6. Chicago Tylenol Murders (1982)
Seven people died from taking Tylenol that was laced with cyanide in Chicago in 1982. Though the perpetrator was never caught, you likely remember the scare around these pills if you grew up during this time. Because of this awful event, though, packaging for pharmaceutical products has been much improved.
7. Chicago's first black mayor (1983)
Previously serving as a member of the House of Representatives and the Senate, Harold Washington was the major of Chicago from 1983 until his death in 1987. If you were in Chicago during this time, you likely remember the buzz around both his amazing voter turn out and the rumors of his death being fowl play (though an autopsy concluded it was due to a heart attack).
8. The first cell phones (1983)
Experimental towers were raised in Chicagoland by AT&T in 1978 before permanent ones came into play in the '80s. Heavy and brick-like, the first Motorola DynaTAC 8000X cost nearly $4,000 to own. And we think paying $800 for a phone is bad now...
9. James R. Thompson building is completed (1985)
Originally named the "State of Illinois Center," this astounding structure is filled with artwork and other eye-catching attractions. The architecture is a bold use of glass and steal of which many in the 1980's were not fond. Now, it is one of the many iconic buildings we couldn't live without.
10. Bears win Superbowl XX (1986)
This was the last time the Bears won this game, and if you grew up anywhere near Chicago, you likely remember this momentous time in the city's history.

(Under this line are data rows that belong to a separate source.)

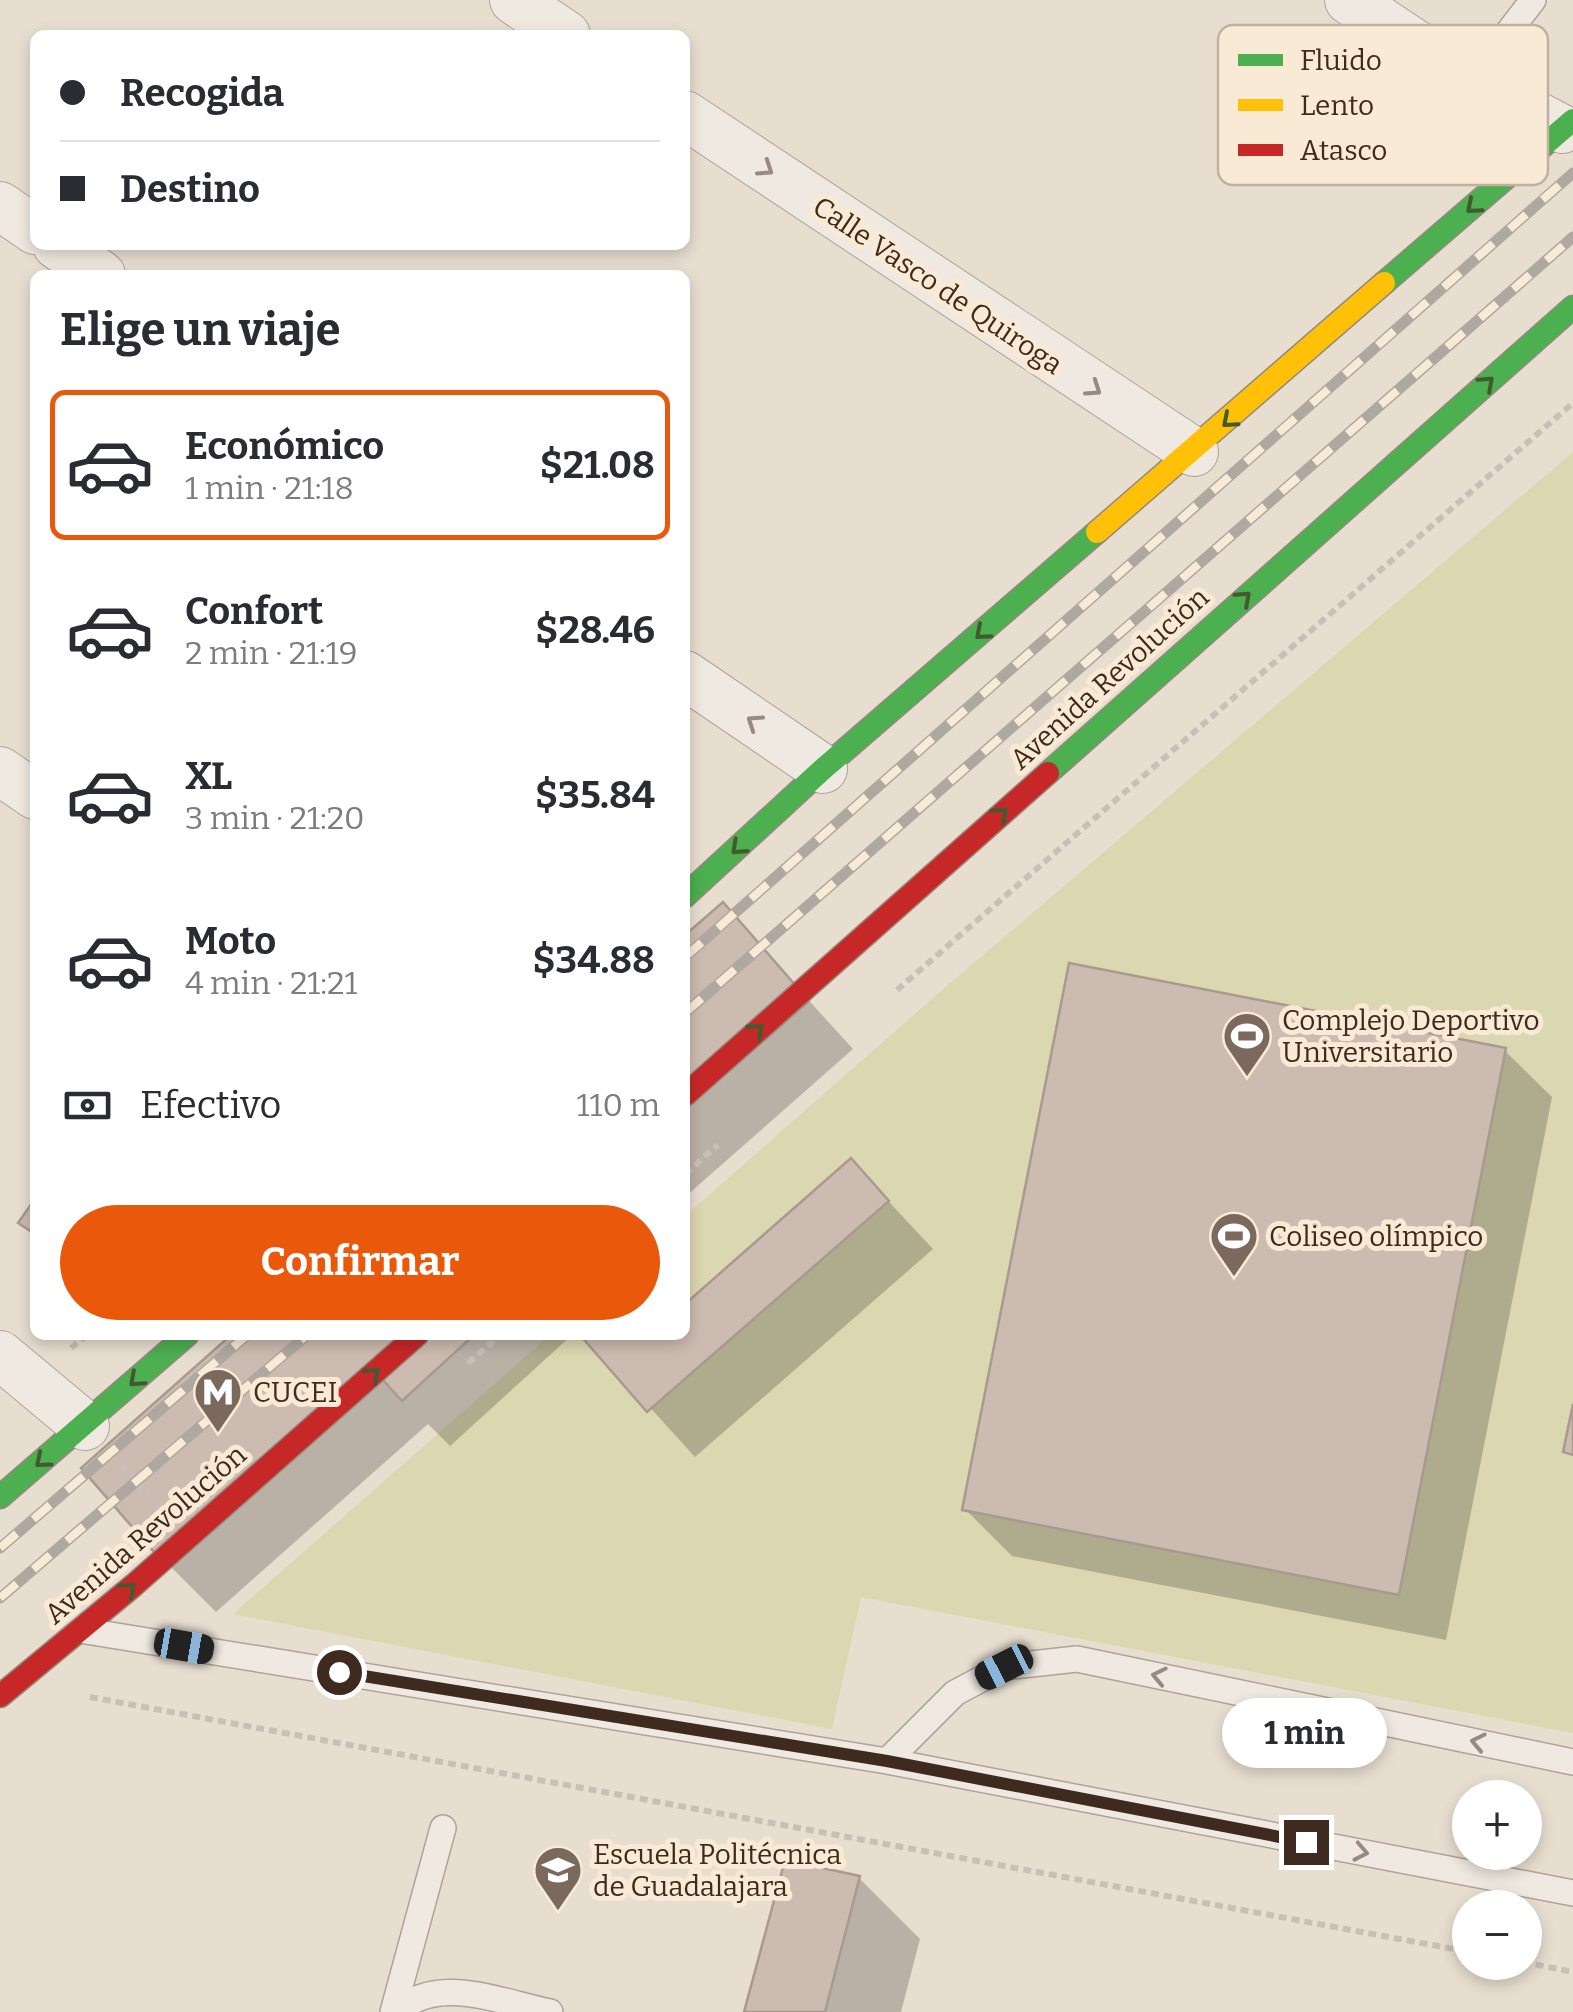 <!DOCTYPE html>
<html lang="es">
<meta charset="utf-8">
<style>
body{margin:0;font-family:Bitter,serif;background:#f2f2f3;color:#2b2b33;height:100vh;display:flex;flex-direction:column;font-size:38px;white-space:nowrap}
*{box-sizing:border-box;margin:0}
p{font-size:32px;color:#7c7c81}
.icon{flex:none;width:55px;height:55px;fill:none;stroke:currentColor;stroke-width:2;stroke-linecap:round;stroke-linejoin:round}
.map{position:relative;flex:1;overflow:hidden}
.sheet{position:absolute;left:30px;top:270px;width:660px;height:1070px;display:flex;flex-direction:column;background:#fff;border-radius:15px;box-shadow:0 5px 15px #0003}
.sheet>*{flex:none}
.guide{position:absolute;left:30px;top:30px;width:660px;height:220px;border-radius:15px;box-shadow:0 5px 15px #0003;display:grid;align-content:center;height:220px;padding:0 30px;background:#fff}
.controls{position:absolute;left:1452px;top:1780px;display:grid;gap:20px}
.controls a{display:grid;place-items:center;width:90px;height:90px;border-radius:50%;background:#fff;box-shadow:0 5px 15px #0003;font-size:50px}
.end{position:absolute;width:45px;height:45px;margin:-22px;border:12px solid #3e2a1e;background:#fff;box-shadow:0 0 0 5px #fff}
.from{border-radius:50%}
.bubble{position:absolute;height:70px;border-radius:35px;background:#fff;box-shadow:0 5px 15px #0003;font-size:32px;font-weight:700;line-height:70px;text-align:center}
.car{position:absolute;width:30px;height:60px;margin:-30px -15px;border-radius:12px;box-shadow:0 0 8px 2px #0007;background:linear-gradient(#222 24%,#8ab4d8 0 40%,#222 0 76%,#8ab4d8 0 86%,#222 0)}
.guide b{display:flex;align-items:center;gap:35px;height:95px;font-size:38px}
.guide b+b{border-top:2px solid #e1e1e2}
.guide i{width:25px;height:25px;background:#2b2b33}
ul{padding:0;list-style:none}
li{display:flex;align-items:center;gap:30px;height:150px;margin:0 20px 15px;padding:0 10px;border:5px solid transparent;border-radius:15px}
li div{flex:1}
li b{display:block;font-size:38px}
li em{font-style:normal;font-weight:700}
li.selected{border-color:#ea580c}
li>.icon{width:90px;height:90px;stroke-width:1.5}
h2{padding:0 30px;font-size:45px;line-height:120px}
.pay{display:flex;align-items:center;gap:25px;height:110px;padding:0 30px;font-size:38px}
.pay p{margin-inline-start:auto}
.action{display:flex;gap:20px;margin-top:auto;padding:20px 30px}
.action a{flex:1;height:115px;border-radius:60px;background:#ea580c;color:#fff;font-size:40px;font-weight:700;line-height:115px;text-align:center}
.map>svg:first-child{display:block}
</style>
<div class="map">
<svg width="1573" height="2012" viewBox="0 0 1573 2012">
<rect width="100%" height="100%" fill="#e8ded0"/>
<path fill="#dbd7b1" d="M 1573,452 L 1573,1733 L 861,1597 L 832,1729 L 233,1614 L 550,1335 L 685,1335 L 685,1216 L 942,990 Z"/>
<path fill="#0003" d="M 723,906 L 853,1049 L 685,1197 L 685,939 Z
M 1505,1051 L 1552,1097 L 1446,1640 L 1012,1556 L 965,1509 Z
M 851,1161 L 933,1249 L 695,1457 L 584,1335 L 685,1335 L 685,1307 Z
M 234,1335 L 572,1335 L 450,1446 L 428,1424 L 216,1612 L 169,1565 Z
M 859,1878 L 920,1939 L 901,2012 L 747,2012 Z"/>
<path fill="#ccbbb0" stroke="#a9998e" stroke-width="2.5" d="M 723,902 L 809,1001 L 685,1109 L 685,935 Z
M 1069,963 L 1506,1048 L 1399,1595 L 962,1510 Z
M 851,1158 L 889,1201 L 647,1412 L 580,1335 L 685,1335 L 685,1304 Z
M 35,1199 L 35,1234 L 18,1223 Z
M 231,1335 L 474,1335 L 402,1401 L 381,1378 L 167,1567 L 81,1468 Z
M 1573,1404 L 1573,1455 L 1563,1452 Z
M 785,1860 L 860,1876 L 825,2012 L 744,2012 Z"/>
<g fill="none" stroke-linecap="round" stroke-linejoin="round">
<g stroke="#ada398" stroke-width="28">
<path id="lane" d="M 1471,81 L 1533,0
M 86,1631 L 887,1761 L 1573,1893
M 887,1761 L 955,1693 L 1004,1667 L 1077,1659 L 1573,1762
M 393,2012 L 443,1828
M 399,2012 C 435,1973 504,2003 550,2012"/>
</g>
<g stroke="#ada398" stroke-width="50">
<path id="street" d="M 514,0 L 566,35
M 1349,0 L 1471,81 L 1562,129
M 685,115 L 1194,452
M 0,206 L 35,230
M 57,245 L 101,275
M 685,675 L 823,769
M 0,771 L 35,795
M 0,1355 L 85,1426"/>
</g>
<g stroke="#93897f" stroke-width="25">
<path id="fast" d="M 1384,283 L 1573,120
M 1048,773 L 1573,307
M 685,896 L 823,769 L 1097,532
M 0,1497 L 187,1335"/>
</g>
<g stroke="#93897f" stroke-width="25">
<path id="slow" d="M 1097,532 L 1384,283"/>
</g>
<g stroke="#93897f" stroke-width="25">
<path id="jam" d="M 685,1095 L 1048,773
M 0,1696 L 134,1585 L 417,1335"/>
</g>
<path stroke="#c8c0b8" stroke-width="6" stroke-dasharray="8 5" stroke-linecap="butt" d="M 897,990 L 1573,403
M 685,1174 L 718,1145
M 71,1348 L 87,1335
M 468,1363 L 500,1335
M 121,1464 L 150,1496
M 90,1697 L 1470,1952
M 1523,1962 L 1573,1972"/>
<use href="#lane" stroke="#f0e9e1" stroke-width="25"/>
<use href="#street" stroke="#f0e9e1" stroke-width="48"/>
<use href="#fast" stroke="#4caf50" stroke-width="22"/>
<use href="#slow" stroke="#ffc107" stroke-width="22"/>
<use href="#jam" stroke="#c62828" stroke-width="22"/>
<g stroke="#afa8a1" stroke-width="11">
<path id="rail" d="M 685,957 L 1573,173
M 685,1013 L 1573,237
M 0,1548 L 247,1335
M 0,1598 L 307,1335"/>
</g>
<use href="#rail" stroke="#f9ead5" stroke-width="8" stroke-dasharray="22" stroke-linecap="butt"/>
</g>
<defs><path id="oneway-chevron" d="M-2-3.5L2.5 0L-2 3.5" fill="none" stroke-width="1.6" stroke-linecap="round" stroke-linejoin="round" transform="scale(2.5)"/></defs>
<g stroke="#978a80">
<use href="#oneway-chevron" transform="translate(766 169) rotate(34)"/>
<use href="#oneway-chevron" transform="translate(1094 389) rotate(34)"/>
<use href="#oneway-chevron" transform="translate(754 722) rotate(-146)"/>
<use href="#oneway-chevron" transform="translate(1159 1676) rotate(-168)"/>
<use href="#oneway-chevron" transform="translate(1478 1742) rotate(-168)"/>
<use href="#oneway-chevron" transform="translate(1361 1852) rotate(11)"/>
</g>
<g stroke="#435930">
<use href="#oneway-chevron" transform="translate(1473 207) rotate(139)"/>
<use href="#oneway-chevron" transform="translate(1487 383) rotate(-42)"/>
<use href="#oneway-chevron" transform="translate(1229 421) rotate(139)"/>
<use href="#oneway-chevron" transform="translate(1244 598) rotate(-42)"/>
<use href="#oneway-chevron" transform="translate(982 633) rotate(139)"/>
<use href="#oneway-chevron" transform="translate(1001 814) rotate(-42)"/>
<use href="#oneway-chevron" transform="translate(738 848) rotate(137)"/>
<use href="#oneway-chevron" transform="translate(757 1030) rotate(-42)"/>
<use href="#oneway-chevron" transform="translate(373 1374) rotate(-41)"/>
<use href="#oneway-chevron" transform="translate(136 1380) rotate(138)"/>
<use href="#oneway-chevron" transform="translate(42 1461) rotate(140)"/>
<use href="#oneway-chevron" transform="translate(129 1589) rotate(-41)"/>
</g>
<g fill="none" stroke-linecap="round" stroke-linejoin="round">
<path stroke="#3e2a1e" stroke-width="12" d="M 339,1672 L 887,1761 L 1306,1842"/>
</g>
<defs>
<g id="stadium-pin" transform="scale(2.5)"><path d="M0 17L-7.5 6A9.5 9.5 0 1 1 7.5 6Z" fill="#7a695c" stroke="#f9ead5"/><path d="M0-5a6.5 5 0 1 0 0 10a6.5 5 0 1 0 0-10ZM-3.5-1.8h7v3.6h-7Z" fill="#fff"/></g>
<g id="metro-pin" transform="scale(2.5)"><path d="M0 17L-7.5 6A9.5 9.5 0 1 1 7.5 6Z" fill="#7a695c" stroke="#f9ead5"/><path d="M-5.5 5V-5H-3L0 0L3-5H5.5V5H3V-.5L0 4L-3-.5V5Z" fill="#fff"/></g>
<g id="university-pin" transform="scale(2.5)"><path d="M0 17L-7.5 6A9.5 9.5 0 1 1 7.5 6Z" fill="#7a695c" stroke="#f9ead5"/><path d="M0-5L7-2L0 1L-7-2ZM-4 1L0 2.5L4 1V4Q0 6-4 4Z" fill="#fff"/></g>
</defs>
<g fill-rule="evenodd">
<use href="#stadium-pin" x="1247" y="1036"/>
<use href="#stadium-pin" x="1234" y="1236"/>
<use href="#metro-pin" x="218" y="1392"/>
<use href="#university-pin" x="558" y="1870"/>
</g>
<g text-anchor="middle" stroke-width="10" stroke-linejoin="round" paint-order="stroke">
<g font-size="28" fill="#3e2a1e" stroke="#f9ead5">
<text transform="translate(938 285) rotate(34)" y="10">Calle Vasco de Quiroga</text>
<text transform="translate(1109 678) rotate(-42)" y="10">Avenida Revolución</text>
<text transform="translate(145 1534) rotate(-41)" y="10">Avenida Revolución</text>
</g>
<g font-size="28" fill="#3e2a1e" stroke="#f9ead5" text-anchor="start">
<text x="1282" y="1030">Complejo Deportivo<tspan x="1282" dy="32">Universitario</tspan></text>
<text x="1269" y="1246">Coliseo olímpico</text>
<text x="253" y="1402">CUCEI</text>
<text x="593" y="1864">Escuela Politécnica<tspan x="593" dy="32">de Guadalajara</tspan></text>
</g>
</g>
<rect x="1218" y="25" width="330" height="160" rx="15" fill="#f9ead5" stroke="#c1b09e" stroke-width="2.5"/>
<rect x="1238" y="54" width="45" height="12" fill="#4caf50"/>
<rect x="1238" y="99" width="45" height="12" fill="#ffc107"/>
<rect x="1238" y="144" width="45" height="12" fill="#c62828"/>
<g font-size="28" fill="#3e2a1e">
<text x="1300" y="70">Fluido</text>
<text x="1300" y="115">Lento</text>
<text x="1300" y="160">Atasco</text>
</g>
</svg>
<div class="controls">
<a>+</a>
<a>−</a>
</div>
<i class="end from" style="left:339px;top:1672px"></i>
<i class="end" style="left:1306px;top:1842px"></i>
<div class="bubble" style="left:1222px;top:1698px;width:165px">1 min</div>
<i class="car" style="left:184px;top:1646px;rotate:100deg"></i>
<i class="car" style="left:1004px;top:1667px;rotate:243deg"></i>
<div class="guide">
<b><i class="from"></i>Recogida</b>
<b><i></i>Destino</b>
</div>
<section class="sheet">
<h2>Elige un viaje</h2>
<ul>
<li class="selected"><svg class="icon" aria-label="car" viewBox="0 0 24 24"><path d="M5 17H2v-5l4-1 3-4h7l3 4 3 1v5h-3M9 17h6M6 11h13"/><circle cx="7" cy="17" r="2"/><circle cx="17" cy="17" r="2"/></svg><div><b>Económico</b><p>1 min · 21:18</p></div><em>$21.08</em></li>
<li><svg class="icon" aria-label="car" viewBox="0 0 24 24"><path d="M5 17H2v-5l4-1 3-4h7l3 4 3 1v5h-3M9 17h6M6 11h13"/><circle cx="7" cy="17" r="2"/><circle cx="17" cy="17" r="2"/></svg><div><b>Confort</b><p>2 min · 21:19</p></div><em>$28.46</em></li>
<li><svg class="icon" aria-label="car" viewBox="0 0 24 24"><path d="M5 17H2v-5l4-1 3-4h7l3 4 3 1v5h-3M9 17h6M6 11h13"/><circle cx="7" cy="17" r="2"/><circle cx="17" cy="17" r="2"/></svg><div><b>XL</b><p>3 min · 21:20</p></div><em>$35.84</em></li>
<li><svg class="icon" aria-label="car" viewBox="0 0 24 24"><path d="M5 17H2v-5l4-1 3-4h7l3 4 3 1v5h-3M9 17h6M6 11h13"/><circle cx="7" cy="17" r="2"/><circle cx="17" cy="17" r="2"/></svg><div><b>Moto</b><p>4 min · 21:21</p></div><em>$34.88</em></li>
</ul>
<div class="pay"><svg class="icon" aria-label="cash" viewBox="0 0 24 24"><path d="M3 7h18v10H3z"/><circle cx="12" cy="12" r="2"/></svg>Efectivo<p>110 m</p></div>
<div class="action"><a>Confirmar</a></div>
</section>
</div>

It was a near perfect season that ended in the perfect way. There were celebrations all over the city, including a parade and many Bears-themed decorations.
11. Steve Dahl, et al
There's a good chance that if you grew up in Chicago during the 1980's, you listened to the radio and remember such personalities as Bob Sirott on WLS and Steve Dahl, whose niche was comedic commentary, on WLUP. Stations like WXRT and WXFM were also playing tunes and giving Chicagoans plenty to listen to.
12. Ferris Beuller's Day Off (1986)
This iconic movie, along with John Hughes's other classics, inspired a generation of kids to be themselves. Actually taking place in the Chicago suburbs, the infamous "Ferrari house" actually exists and, to this day, people journey to see it.